Give the number of lines in the records that include the word "JAKARTA", and nothing besides.

Collected data
══════════════════════════════
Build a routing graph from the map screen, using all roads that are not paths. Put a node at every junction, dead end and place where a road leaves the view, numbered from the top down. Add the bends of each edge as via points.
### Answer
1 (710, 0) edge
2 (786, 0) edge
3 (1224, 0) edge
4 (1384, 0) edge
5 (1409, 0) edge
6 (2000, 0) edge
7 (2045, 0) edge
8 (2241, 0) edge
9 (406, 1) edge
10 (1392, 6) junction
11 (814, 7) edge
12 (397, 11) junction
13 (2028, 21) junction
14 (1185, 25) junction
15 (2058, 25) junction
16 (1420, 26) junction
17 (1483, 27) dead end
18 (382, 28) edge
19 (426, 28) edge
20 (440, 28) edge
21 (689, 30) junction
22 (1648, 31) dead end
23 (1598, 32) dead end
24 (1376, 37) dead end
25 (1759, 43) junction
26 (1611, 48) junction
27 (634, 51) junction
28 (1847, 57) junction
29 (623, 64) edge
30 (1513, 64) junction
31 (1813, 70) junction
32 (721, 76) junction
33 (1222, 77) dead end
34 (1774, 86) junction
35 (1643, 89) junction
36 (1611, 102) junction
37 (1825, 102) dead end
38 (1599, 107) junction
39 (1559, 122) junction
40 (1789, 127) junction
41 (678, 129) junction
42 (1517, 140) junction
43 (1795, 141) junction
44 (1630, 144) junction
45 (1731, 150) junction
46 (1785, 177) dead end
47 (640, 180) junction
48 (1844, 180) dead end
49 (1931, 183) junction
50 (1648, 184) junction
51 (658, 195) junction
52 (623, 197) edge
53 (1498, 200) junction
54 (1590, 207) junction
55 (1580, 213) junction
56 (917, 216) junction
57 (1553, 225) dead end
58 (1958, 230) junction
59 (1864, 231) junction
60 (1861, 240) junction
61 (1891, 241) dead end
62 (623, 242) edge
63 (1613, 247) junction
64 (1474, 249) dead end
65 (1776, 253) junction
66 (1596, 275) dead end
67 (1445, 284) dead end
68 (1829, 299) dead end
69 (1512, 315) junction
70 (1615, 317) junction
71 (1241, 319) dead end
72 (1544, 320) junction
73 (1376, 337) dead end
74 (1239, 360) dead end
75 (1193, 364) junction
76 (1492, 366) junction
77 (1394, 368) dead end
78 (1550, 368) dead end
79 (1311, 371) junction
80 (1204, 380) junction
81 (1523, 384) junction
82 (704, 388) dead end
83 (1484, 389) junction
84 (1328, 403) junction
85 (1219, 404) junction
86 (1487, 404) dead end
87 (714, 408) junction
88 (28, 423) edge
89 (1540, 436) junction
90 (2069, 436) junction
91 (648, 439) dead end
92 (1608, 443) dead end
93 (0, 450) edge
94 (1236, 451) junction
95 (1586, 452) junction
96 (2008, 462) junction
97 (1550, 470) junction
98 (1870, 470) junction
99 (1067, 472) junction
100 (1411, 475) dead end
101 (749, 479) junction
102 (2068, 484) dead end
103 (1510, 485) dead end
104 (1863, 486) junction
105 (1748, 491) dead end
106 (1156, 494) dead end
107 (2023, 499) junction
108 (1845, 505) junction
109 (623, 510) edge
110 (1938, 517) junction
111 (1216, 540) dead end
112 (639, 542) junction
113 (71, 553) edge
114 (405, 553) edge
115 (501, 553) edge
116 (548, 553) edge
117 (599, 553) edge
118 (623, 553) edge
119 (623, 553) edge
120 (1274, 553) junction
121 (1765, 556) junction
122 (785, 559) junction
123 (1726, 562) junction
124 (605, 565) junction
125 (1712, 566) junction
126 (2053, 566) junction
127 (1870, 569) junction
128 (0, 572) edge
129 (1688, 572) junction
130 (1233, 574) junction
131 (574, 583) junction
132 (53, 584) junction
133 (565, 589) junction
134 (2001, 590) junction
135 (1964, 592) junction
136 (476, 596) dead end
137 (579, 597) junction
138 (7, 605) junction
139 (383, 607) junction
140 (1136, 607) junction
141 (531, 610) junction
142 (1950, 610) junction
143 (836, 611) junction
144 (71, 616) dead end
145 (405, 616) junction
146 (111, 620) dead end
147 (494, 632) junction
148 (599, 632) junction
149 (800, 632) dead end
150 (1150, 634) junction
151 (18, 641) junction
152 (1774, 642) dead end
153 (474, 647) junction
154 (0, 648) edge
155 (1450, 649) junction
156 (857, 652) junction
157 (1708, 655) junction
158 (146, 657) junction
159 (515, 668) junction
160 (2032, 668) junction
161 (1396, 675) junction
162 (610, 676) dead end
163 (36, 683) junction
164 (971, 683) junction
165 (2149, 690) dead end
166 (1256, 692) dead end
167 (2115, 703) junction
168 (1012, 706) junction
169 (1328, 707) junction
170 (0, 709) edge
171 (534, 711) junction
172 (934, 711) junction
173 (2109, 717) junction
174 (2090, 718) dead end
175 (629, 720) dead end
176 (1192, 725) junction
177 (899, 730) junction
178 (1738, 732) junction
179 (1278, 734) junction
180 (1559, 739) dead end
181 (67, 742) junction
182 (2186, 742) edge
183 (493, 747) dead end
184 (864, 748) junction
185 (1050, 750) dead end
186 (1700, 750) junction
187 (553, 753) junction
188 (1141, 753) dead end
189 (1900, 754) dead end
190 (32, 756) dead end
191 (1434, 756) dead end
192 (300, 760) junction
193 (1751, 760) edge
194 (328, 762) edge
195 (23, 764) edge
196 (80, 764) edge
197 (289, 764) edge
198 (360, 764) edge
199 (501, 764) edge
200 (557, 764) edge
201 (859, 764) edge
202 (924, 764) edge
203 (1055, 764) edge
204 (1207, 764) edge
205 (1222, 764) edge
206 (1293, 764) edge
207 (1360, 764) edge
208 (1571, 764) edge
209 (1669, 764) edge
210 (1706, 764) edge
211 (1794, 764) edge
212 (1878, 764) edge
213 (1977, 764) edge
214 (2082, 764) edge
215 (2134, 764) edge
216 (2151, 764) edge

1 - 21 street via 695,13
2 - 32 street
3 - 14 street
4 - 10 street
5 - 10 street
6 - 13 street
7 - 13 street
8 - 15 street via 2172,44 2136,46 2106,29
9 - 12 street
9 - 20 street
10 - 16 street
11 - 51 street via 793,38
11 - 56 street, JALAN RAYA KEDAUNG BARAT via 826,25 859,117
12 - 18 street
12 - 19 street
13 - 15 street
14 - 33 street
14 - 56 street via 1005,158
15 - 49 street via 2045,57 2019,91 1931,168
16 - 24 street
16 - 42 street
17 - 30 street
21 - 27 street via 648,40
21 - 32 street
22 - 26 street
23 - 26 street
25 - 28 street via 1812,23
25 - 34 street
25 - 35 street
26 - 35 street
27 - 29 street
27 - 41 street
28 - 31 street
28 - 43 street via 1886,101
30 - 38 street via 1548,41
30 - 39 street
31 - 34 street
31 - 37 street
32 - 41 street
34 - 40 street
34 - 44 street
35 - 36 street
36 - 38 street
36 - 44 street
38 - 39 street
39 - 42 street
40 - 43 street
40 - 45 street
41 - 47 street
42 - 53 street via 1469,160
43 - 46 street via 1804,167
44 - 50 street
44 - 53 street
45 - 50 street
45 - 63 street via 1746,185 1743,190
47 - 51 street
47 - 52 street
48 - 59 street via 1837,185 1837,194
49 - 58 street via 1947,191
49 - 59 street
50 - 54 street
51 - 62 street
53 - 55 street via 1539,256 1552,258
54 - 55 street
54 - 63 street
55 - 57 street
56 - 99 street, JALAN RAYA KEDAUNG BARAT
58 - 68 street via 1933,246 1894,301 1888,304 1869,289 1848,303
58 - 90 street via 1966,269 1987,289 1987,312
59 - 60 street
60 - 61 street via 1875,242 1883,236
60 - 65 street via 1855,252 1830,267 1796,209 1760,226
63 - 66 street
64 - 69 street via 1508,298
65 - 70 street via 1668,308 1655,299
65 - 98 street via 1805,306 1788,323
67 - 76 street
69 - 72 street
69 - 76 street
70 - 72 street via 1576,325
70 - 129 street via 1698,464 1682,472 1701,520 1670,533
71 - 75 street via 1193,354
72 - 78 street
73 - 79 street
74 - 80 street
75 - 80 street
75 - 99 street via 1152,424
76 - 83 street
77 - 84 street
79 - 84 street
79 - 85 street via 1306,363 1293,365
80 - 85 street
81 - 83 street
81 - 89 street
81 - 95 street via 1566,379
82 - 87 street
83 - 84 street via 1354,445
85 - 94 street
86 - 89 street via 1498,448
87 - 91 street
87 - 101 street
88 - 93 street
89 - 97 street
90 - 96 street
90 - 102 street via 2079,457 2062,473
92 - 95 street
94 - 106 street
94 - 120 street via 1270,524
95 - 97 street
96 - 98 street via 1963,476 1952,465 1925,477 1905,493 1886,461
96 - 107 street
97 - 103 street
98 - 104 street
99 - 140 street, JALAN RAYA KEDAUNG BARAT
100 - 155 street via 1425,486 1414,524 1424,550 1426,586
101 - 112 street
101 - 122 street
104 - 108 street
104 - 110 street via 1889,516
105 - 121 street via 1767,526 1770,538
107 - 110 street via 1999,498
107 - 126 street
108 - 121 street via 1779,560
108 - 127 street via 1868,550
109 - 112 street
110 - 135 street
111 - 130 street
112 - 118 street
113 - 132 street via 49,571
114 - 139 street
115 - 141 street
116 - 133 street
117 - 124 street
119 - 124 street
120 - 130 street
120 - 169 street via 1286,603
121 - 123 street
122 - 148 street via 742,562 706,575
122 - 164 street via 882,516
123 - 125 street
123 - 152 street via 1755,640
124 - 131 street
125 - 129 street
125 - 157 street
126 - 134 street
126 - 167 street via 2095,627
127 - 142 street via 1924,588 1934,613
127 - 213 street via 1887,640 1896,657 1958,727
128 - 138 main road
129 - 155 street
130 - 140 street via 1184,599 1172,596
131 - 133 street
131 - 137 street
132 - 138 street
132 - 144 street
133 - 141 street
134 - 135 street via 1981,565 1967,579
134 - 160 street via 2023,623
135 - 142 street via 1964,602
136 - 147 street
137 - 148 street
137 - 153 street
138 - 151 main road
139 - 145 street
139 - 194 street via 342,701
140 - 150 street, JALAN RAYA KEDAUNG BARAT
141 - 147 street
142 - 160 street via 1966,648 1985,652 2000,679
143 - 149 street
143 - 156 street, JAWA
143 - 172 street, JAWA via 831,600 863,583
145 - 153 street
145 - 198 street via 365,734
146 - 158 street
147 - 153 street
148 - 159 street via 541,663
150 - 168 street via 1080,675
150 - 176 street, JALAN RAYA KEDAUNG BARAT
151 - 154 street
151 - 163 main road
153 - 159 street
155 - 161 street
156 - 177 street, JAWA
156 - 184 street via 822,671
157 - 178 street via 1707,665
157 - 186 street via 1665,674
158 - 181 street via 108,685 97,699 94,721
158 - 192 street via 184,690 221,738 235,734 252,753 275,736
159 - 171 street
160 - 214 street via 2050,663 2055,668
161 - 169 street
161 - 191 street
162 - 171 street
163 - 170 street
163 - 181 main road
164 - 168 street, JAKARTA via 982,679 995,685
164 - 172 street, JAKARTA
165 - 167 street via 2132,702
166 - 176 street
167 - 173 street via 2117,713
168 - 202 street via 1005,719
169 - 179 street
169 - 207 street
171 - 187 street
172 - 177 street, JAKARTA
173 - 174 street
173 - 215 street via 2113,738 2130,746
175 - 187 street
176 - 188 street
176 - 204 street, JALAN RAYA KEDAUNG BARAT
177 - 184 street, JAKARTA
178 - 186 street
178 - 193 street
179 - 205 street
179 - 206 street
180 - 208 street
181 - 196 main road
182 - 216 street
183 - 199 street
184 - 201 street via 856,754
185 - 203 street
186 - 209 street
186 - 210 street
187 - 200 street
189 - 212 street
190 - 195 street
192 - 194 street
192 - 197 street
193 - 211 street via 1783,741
══════════════════════════════
Completed task: 4